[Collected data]
================================

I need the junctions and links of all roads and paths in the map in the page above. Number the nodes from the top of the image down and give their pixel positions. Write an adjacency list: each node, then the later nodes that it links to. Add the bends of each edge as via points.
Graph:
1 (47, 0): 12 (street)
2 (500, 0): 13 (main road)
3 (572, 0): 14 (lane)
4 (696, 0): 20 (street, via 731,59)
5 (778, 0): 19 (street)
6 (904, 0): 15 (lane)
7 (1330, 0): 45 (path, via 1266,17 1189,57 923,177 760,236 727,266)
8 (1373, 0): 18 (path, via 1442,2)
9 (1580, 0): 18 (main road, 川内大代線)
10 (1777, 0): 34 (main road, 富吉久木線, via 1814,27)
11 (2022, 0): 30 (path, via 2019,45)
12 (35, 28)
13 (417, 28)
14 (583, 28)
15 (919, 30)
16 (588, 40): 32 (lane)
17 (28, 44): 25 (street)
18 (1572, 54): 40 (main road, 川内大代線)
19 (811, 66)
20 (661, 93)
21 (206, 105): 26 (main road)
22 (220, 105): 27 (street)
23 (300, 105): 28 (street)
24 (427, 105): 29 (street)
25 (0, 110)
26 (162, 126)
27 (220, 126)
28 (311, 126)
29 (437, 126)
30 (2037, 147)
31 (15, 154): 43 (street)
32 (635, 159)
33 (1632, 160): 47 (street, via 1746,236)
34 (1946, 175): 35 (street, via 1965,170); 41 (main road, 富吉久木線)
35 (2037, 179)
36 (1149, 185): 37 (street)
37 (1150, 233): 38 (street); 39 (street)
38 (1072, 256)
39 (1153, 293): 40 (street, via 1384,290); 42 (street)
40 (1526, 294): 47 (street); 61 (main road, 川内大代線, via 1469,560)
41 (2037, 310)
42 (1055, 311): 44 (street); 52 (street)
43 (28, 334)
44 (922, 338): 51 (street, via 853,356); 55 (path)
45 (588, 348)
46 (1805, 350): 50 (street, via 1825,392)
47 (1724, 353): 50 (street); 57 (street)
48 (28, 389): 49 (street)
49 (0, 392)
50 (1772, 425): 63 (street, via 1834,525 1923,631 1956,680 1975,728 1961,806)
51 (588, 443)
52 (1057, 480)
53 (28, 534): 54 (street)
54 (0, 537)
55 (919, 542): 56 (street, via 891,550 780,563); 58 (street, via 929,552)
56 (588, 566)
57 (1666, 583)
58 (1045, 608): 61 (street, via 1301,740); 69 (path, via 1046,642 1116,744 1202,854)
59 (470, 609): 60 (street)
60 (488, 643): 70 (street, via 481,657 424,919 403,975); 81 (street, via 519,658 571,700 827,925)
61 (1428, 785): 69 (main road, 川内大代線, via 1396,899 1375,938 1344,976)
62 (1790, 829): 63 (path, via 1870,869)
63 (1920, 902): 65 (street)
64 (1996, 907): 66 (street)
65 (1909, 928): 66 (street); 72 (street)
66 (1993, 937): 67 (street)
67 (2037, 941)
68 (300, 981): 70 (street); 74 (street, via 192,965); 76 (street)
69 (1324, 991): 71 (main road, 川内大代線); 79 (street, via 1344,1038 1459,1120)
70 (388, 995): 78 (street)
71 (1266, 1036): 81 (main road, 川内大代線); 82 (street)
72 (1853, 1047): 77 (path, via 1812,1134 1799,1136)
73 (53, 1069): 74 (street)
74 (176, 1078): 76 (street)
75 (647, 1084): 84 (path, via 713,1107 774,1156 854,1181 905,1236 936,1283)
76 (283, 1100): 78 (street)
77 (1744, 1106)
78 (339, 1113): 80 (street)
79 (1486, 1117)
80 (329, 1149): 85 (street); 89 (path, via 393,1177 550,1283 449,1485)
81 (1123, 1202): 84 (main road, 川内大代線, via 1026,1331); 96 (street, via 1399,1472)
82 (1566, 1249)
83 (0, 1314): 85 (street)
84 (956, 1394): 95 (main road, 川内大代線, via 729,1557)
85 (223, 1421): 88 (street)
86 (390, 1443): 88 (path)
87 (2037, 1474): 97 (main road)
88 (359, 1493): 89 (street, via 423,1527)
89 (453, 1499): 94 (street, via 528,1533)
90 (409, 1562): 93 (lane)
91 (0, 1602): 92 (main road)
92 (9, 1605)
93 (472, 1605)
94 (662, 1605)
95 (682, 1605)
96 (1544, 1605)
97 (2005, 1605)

================================

▸ **Task to complete**
Say how many lines in the data hold the string "川内大代線". No other content should accompany the number.

▸ **Response below**
8